Data extracts:

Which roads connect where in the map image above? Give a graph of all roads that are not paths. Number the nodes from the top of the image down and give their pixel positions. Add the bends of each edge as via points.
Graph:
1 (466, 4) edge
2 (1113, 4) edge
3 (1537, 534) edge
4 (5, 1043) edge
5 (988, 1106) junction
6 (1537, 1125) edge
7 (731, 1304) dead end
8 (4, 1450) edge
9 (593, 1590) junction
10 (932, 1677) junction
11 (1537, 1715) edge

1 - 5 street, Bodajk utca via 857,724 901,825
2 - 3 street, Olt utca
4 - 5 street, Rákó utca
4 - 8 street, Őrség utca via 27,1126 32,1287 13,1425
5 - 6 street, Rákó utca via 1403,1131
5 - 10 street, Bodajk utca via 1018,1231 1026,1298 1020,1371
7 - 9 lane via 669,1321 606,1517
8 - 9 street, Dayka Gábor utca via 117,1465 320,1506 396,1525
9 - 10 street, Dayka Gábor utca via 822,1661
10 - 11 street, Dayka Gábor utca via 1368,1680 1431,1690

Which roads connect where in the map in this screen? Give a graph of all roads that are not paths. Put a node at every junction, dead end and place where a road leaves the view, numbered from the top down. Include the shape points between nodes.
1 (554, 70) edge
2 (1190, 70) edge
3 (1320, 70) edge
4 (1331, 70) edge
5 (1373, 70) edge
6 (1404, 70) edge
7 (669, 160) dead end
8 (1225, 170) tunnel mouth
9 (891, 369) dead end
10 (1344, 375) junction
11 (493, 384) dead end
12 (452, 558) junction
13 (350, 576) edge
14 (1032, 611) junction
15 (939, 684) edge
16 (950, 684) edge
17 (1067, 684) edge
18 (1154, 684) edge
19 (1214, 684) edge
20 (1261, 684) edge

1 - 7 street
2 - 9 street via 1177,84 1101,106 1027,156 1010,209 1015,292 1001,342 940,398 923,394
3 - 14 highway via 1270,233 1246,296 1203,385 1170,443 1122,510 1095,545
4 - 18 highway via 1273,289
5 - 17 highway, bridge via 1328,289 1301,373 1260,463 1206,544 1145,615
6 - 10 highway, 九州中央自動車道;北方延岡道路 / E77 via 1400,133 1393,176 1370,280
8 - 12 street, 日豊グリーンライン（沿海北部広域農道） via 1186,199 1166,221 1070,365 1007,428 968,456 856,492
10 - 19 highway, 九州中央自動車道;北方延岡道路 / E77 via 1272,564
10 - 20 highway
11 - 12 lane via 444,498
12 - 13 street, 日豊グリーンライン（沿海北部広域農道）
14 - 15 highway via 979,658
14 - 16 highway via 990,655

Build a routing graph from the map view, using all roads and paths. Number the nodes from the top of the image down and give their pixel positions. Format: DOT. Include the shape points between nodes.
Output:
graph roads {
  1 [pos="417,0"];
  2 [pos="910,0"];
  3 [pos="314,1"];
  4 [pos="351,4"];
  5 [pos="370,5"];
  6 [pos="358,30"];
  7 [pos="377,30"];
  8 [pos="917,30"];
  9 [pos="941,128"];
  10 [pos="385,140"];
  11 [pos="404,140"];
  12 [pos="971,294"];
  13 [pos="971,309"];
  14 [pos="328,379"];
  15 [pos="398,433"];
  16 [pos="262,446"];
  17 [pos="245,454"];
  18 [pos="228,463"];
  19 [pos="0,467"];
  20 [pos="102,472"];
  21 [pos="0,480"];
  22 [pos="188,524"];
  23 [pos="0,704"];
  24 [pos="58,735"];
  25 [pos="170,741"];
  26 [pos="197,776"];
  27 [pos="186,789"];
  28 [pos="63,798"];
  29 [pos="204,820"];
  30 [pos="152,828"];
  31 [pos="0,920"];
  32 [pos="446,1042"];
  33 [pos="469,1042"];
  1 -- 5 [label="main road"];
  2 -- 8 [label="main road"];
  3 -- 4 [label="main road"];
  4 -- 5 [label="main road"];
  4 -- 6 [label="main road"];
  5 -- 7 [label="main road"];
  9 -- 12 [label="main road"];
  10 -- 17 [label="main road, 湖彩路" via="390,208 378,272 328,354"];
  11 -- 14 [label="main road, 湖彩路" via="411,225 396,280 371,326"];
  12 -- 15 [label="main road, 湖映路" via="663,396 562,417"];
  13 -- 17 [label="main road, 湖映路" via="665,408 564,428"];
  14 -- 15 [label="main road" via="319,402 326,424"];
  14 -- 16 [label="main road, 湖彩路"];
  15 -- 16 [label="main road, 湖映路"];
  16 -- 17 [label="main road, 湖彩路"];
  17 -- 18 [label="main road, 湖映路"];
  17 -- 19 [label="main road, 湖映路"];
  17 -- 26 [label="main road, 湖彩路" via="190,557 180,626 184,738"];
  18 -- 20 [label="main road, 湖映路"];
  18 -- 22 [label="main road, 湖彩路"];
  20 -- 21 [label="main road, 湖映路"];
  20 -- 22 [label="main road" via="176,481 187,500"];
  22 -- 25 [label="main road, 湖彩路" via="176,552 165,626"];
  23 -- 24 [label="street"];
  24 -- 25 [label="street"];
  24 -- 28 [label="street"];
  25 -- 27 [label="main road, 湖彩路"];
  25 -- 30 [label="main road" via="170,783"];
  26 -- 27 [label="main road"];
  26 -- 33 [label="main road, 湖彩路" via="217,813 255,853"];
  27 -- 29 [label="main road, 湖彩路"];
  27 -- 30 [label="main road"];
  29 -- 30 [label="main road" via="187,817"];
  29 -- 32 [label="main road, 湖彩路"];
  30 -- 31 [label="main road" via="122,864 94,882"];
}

Task to carry out:
Wherever the word "highway" appears in the listing, copy the line that holds it.

Solution to this task:
3 - 14 highway via 1270,233 1246,296 1203,385 1170,443 1122,510 1095,545
4 - 18 highway via 1273,289
5 - 17 highway, bridge via 1328,289 1301,373 1260,463 1206,544 1145,615
6 - 10 highway, 九州中央自動車道;北方延岡道路 / E77 via 1400,133 1393,176 1370,280
10 - 19 highway, 九州中央自動車道;北方延岡道路 / E77 via 1272,564
10 - 20 highway
14 - 15 highway via 979,658
14 - 16 highway via 990,655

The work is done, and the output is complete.